Más que Rodríguez, a Barragán le atizaron con mayor dureza desde Sí Podemos Canarias, cuyo portavoz, Manuel Marrero, recordó el “clientelismo” de CC, les dijo que los veía “desorientados” y afirmó que tenían “poca autoridad moral” para criticar tras 26 años al frente del Gobierno.

Pero hubo otra parte del debate todavía más dura, más ideológica aún, que enfrentó al vicepresidente con la portavoz del Partido Popular, Australia Navarro, que entró al debate con el rayo del dios Thor y acusó al Gobierno de “insensatez y temeridad”, de “frivolidad innecesaria”, de prometer “un maná social sin respaldo económico” y de “engatusar a los canarios”. Navarro también criticó duramente las subidas de impuestos y le recordó a Rodríguez que venía de la “ultraizquierda comunista”. Según Navarro, la cuentas no destinan “ni un euro” a nuevo personal en sanidad y los conciertos para pruebas diagnósticas caen un 17%. “La sanidad y las listas de espera no son una prioridad para este Gobierno”, afirmó, al mismo tiempo que criticaba, también, una supuesta tibieza con el Gobierno de Sánchez.

“Se derechizan ustedes por minuto. Y así les va”, afirmó Román Rodríguez, argumentando que el discurso de Navarro carecía de “análisis económico” y “era un manifiesto propagandístico” de la derecha dura. “Hubo un tiempo en que ustedes fueron un partido de centroderecha”, les recordó, al mismo tiempo que los acusaba de dejarse arrinconar por Vox.

Un tono similar, bastante agrio, tuvo el intercambio con la portavoz de Ciudadanos, Vidina Espino, que acusó al vicepresidente de “faltarle al respeto” por sus alusiones a la falta de experiencia de Espino, al mismo tiempo que afirmaba que la enmienda de Cs era un cúmulo de “generalidades”. Rodríguez le contestó que, en política hay que tener “la piel más dura”.

Espino calificó el presupuesto como “ triste y decepcionante”, al tiempo que criticó la “irresponsabilidad” del presidente Ángel Víctor Torres por “dejarse arrastrar” por el vicepresidente, Román Rodríguez, que es el “cerebro”.”Le van a birlar el Gobierno, le birlan las cuentas en sus narices”, señaló ante la Cámara, ironizando sobre el exceso de protagonismo de Rodríguez en la última reunión de las RUP en Bruselas. Espino indicó que no hay personal ni herramientas para implementar la modificación de la PCI ni la dependencia y acusó al Gobierno de vender “humo”.

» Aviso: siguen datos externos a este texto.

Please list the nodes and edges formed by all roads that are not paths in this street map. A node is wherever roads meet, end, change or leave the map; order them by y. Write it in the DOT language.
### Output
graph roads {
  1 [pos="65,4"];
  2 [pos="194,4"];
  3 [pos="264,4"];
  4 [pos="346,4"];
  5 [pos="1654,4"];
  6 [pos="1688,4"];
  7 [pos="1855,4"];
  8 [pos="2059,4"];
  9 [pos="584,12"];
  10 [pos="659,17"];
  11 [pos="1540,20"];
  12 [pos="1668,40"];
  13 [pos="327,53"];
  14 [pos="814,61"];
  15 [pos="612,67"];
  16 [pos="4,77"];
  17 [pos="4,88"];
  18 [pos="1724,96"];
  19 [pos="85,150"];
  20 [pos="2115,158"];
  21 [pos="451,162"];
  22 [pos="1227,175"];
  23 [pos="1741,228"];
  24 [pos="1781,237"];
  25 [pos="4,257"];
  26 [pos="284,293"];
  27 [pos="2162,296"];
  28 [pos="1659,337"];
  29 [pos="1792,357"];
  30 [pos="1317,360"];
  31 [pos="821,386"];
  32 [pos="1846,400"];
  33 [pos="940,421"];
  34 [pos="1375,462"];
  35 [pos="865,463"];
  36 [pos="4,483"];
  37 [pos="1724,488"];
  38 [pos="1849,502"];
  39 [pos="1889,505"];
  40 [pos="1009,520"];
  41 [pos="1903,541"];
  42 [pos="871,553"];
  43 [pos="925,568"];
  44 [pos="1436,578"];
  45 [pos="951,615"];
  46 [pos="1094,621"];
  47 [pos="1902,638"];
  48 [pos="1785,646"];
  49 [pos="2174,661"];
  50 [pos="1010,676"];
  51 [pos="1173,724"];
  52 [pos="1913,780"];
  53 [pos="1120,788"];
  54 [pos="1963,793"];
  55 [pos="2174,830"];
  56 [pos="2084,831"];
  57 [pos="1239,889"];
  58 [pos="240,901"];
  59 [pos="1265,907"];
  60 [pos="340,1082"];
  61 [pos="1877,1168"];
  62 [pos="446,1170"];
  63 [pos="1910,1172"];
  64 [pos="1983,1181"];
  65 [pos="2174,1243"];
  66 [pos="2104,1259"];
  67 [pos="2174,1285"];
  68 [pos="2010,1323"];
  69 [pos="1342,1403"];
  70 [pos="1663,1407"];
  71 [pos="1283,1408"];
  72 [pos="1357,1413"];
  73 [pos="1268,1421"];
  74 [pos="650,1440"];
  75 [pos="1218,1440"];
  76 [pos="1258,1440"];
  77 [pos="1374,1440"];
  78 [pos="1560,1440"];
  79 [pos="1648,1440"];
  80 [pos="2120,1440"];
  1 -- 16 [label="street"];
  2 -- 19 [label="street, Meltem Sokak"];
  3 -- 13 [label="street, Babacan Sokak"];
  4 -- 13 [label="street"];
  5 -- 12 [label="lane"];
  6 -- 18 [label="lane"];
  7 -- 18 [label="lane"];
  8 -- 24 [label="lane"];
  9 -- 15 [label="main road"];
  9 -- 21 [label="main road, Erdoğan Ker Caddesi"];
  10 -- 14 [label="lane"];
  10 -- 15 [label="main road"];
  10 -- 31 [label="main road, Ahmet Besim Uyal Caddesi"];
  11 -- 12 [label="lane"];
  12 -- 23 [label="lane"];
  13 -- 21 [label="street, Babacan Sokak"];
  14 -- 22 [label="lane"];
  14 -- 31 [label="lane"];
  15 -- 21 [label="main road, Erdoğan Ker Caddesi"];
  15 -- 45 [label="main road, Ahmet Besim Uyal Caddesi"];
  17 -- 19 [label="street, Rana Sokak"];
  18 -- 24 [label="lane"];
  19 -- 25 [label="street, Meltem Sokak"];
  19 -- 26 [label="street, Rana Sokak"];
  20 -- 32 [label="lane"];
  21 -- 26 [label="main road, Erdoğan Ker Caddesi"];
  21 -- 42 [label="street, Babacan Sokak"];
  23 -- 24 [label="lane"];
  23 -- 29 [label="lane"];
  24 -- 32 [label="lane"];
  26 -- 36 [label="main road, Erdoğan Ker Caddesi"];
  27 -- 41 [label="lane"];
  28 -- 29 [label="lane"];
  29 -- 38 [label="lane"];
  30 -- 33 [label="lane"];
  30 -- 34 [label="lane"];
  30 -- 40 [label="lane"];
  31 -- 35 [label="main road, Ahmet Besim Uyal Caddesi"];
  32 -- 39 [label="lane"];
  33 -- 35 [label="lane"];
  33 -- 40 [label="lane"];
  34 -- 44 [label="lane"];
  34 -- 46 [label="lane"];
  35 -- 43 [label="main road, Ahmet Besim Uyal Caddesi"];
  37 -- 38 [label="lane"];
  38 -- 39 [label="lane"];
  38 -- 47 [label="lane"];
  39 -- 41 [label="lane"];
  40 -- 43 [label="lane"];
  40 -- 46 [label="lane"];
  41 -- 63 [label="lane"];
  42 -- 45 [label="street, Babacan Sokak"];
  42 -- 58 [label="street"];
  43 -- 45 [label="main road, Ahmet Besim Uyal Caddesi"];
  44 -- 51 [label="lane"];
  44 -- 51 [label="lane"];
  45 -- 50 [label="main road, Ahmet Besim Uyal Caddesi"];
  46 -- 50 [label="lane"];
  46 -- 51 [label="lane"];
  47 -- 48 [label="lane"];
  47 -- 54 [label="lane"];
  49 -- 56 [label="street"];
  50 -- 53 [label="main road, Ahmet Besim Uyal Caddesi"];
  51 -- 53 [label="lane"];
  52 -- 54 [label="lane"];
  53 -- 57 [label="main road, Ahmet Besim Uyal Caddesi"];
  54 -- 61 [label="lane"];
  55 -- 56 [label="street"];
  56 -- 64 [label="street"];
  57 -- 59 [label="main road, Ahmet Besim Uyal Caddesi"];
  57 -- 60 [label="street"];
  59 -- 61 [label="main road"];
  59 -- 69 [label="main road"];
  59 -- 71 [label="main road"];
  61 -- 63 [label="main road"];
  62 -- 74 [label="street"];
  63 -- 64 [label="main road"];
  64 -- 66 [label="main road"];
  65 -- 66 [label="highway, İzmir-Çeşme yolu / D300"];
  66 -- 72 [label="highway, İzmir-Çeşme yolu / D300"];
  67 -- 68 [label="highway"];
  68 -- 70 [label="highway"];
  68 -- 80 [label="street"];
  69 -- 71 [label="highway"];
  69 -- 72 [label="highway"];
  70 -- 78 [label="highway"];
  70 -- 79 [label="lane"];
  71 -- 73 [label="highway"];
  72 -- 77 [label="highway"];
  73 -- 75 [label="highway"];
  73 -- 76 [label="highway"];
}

Primer presupuesto del cuatripartito de la izquierda, donde Rodríguez reconoció la dificultad de hacer unas cuestas sin que el Estado haya hecho las suyas y con fondos bloqueados que prometió reclamar cuando haya nuevo Gobierno en España. También defendió la subida de impuestos, que calificó de “moderada”. Al más puro estilo socialdemócrata, afirmó que hay hacer una política “contracíclica” para estimular la economía en este momento de desaceleración. “Y eso solo lo podemos hacer con más gasto, que está prohibido por las reglas presupuestarias, o vía ingresos”. También defendió que el presupuesto se orienta a fomentar la “inclusión social”. “No puede ser que nuestra gente malviva”, señaló.